"""
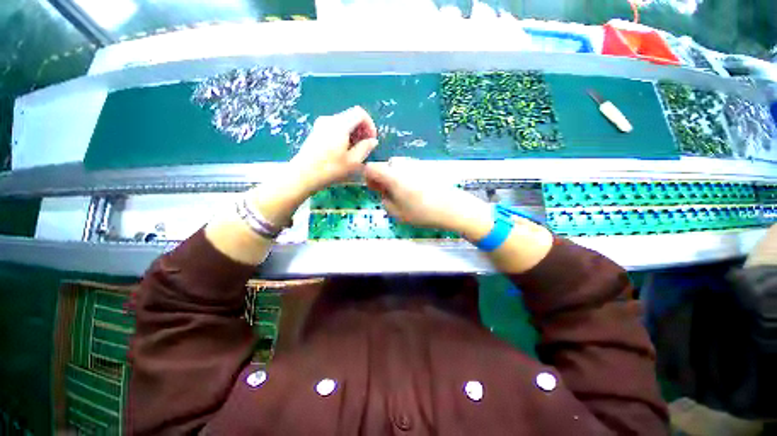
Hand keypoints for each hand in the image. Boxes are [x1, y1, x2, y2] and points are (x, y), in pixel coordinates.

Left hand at [291, 106, 378, 193]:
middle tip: (366, 147)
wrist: (303, 175)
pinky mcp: (316, 132)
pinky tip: (343, 151)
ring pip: (343, 123)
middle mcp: (330, 119)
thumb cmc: (331, 169)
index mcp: (340, 124)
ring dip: (353, 133)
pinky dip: (344, 135)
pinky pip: (335, 128)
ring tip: (356, 151)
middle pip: (351, 117)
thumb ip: (365, 148)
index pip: (360, 113)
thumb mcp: (353, 161)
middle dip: (362, 130)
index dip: (370, 125)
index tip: (372, 140)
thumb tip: (373, 141)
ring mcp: (321, 124)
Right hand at [364, 158, 492, 238]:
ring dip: (395, 177)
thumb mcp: (397, 213)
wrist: (452, 207)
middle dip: (383, 178)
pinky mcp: (426, 166)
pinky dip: (406, 176)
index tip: (375, 190)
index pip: (371, 168)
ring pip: (398, 167)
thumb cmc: (422, 212)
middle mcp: (402, 164)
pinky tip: (416, 190)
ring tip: (404, 193)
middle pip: (384, 166)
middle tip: (390, 193)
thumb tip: (384, 193)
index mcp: (391, 174)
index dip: (368, 178)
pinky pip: (409, 168)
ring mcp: (415, 163)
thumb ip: (384, 201)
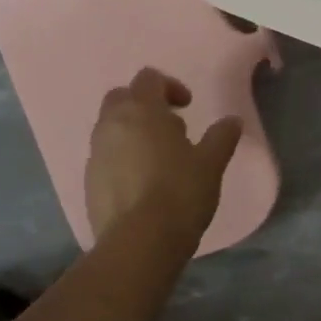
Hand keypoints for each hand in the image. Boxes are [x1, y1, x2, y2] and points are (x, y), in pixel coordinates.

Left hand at [86, 67, 242, 249]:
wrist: (139, 242)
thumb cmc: (179, 193)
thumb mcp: (210, 164)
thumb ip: (221, 138)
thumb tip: (232, 121)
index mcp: (140, 111)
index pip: (149, 79)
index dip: (170, 86)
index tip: (187, 107)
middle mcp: (111, 125)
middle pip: (121, 98)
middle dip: (144, 105)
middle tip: (170, 128)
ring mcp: (95, 154)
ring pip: (110, 128)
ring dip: (131, 133)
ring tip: (158, 159)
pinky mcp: (88, 181)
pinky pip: (105, 157)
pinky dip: (121, 159)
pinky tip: (143, 184)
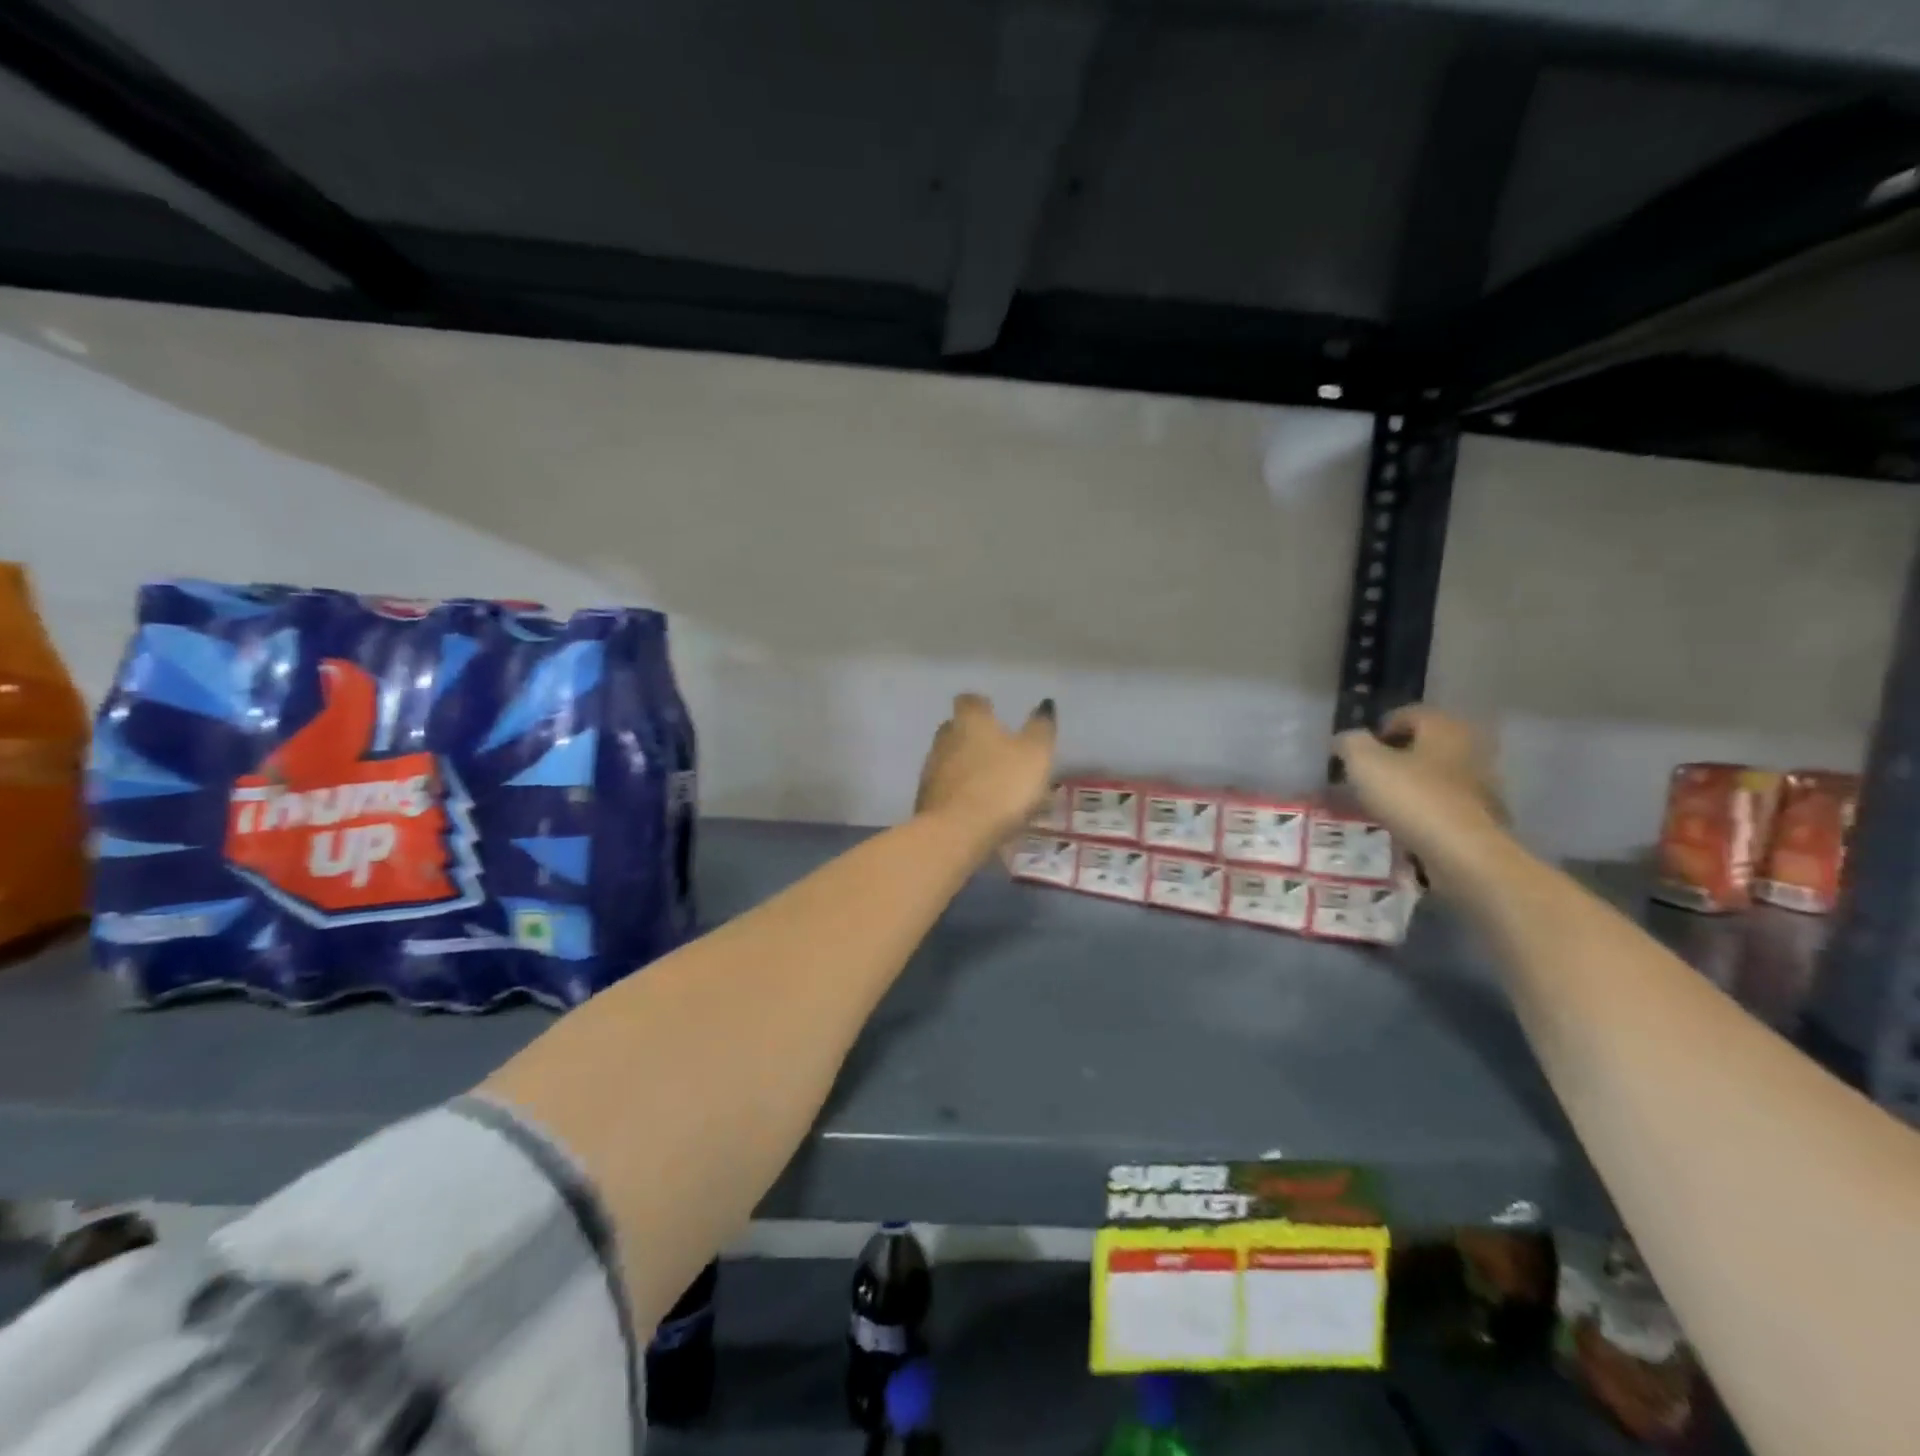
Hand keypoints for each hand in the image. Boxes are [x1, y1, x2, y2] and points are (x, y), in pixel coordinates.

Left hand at [914, 693, 1056, 846]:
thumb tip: (1044, 704)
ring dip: (964, 766)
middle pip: (954, 728)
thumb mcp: (1035, 755)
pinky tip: (974, 806)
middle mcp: (944, 739)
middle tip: (994, 748)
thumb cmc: (1002, 786)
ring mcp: (930, 770)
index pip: (970, 700)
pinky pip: (944, 788)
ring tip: (988, 782)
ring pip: (947, 759)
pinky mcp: (924, 800)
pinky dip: (958, 792)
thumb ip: (1040, 729)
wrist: (956, 833)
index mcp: (971, 722)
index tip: (993, 711)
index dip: (981, 704)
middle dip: (971, 735)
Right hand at [1332, 706, 1506, 883]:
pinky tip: (1405, 824)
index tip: (1356, 756)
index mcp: (1444, 726)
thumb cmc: (1411, 796)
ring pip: (1434, 775)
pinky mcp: (1485, 814)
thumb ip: (1350, 743)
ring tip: (1382, 805)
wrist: (1462, 852)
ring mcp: (1483, 782)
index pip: (1406, 715)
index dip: (1376, 731)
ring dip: (1410, 785)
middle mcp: (1470, 746)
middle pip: (1422, 745)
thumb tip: (1346, 741)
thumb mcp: (1363, 762)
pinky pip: (1444, 803)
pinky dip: (1425, 809)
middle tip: (1367, 778)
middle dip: (1394, 759)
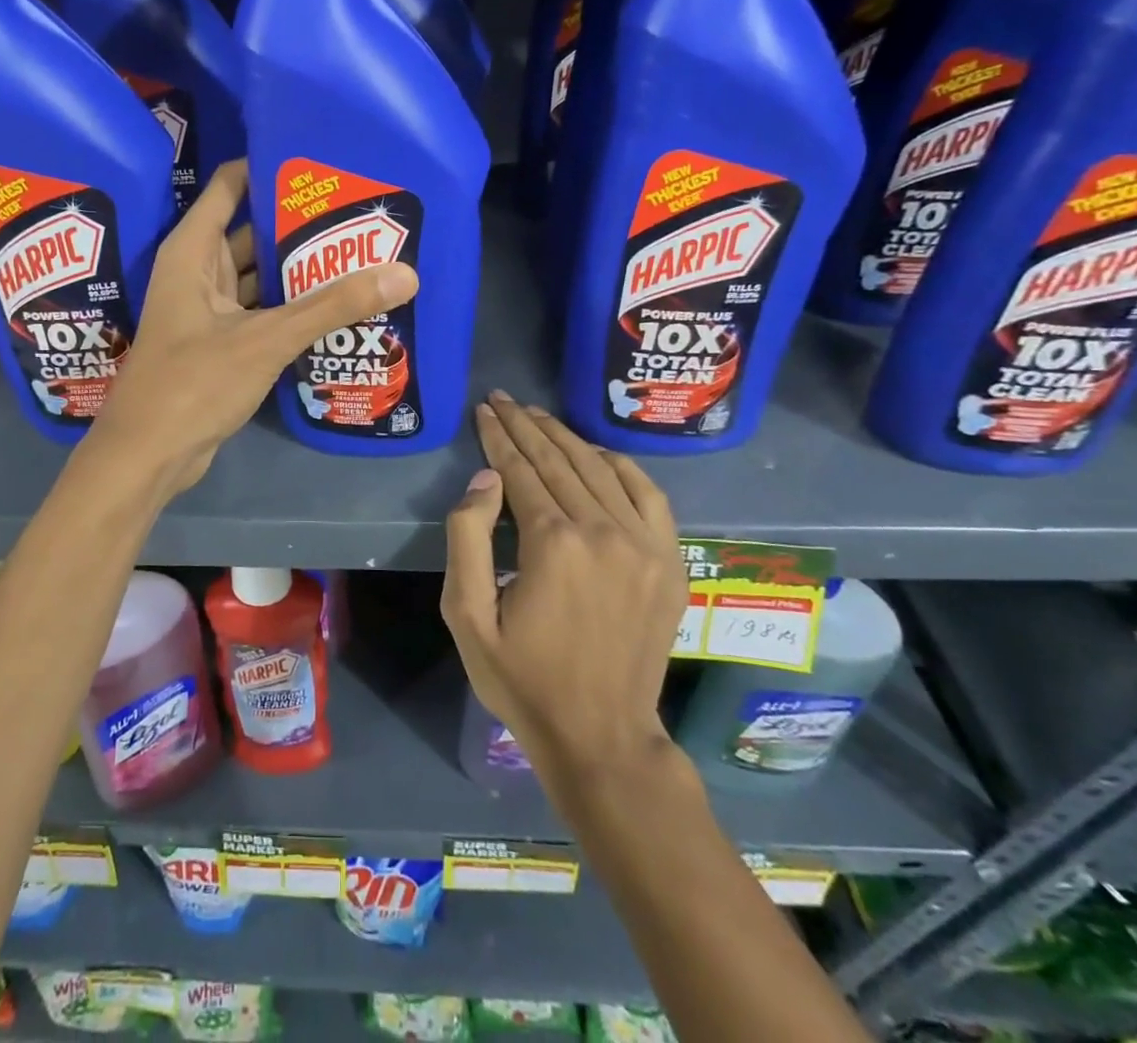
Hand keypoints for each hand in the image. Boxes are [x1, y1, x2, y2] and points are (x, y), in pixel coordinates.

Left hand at [91, 160, 417, 495]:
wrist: (149, 456)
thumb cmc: (193, 383)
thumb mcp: (266, 338)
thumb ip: (332, 306)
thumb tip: (404, 274)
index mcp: (193, 251)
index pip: (230, 186)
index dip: (269, 167)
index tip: (321, 161)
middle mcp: (198, 272)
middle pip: (252, 231)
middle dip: (299, 223)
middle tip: (359, 212)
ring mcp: (208, 310)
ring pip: (259, 276)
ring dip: (298, 269)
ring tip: (359, 253)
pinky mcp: (221, 344)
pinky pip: (261, 311)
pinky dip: (291, 307)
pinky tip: (335, 306)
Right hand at [442, 391, 687, 788]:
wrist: (601, 736)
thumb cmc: (522, 678)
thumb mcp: (467, 616)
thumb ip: (467, 538)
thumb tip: (486, 478)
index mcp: (553, 543)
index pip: (519, 470)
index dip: (498, 436)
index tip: (483, 410)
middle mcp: (603, 531)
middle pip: (558, 461)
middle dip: (525, 425)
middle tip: (502, 399)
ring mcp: (644, 545)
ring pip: (599, 469)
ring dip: (565, 436)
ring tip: (537, 415)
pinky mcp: (669, 562)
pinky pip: (648, 495)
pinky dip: (621, 465)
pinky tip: (597, 451)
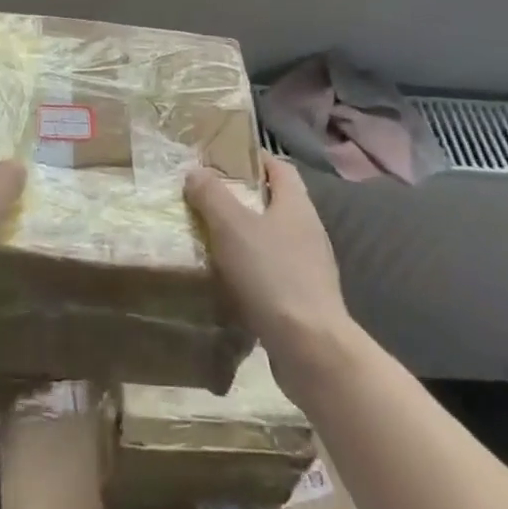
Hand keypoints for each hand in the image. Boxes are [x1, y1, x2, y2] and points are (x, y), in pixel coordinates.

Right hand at [185, 156, 351, 387]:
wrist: (311, 349)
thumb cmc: (272, 274)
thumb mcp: (231, 226)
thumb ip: (212, 195)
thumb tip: (196, 172)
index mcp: (296, 204)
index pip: (278, 167)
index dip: (253, 159)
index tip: (222, 160)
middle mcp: (309, 229)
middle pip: (275, 202)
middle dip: (243, 199)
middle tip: (208, 200)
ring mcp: (311, 267)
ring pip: (273, 239)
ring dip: (246, 238)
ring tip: (212, 240)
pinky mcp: (306, 300)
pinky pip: (274, 273)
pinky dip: (253, 271)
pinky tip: (230, 282)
"""
• [Activity]:
Please repeat, exactly as written, the lines in the records above, starting with the one that has "middle mcp: (1470, 746)" and going on through the one that has "middle dip: (525, 425)". Pictures are to be left out.

• [Result of the exercise]:
middle mcp: (1470, 746)
middle pip: (1422, 745)
thumb tip: (1346, 741)
thumb mcp: (1363, 762)
pinky pip: (1444, 803)
pinky dip: (1425, 809)
middle tip: (1367, 778)
middle dip: (1394, 759)
Hand keypoints for each hand in the image. Boxes are [x1, y1, x2, y2] and points are (x, y), in pixel coordinates.

Left hand at [91, 160, 417, 495]:
wrist: (149, 456)
thumb cmc: (193, 383)
thumb mcp: (266, 338)
thumb ip: (332, 306)
thumb tip: (404, 274)
index mcp: (193, 251)
index pip: (230, 186)
index dip: (269, 167)
index tip: (321, 161)
middle mcp: (198, 272)
middle pip: (252, 231)
middle dip: (299, 223)
middle tip: (359, 212)
ring mcp: (208, 310)
ring pip: (259, 276)
ring dip: (298, 269)
ring tip: (359, 253)
pinky mcp: (221, 344)
pinky pip: (261, 311)
pinky dip: (291, 307)
pinky tip: (335, 306)
Right hand at [442, 391, 687, 788]:
wrist: (601, 736)
thumb cmc: (522, 678)
thumb mcp: (467, 616)
thumb ip: (467, 538)
thumb tip: (486, 478)
index mcp: (553, 543)
index pip: (519, 470)
index dip: (498, 436)
index tip: (483, 410)
middle mcp: (603, 531)
middle pip: (558, 461)
middle dip: (525, 425)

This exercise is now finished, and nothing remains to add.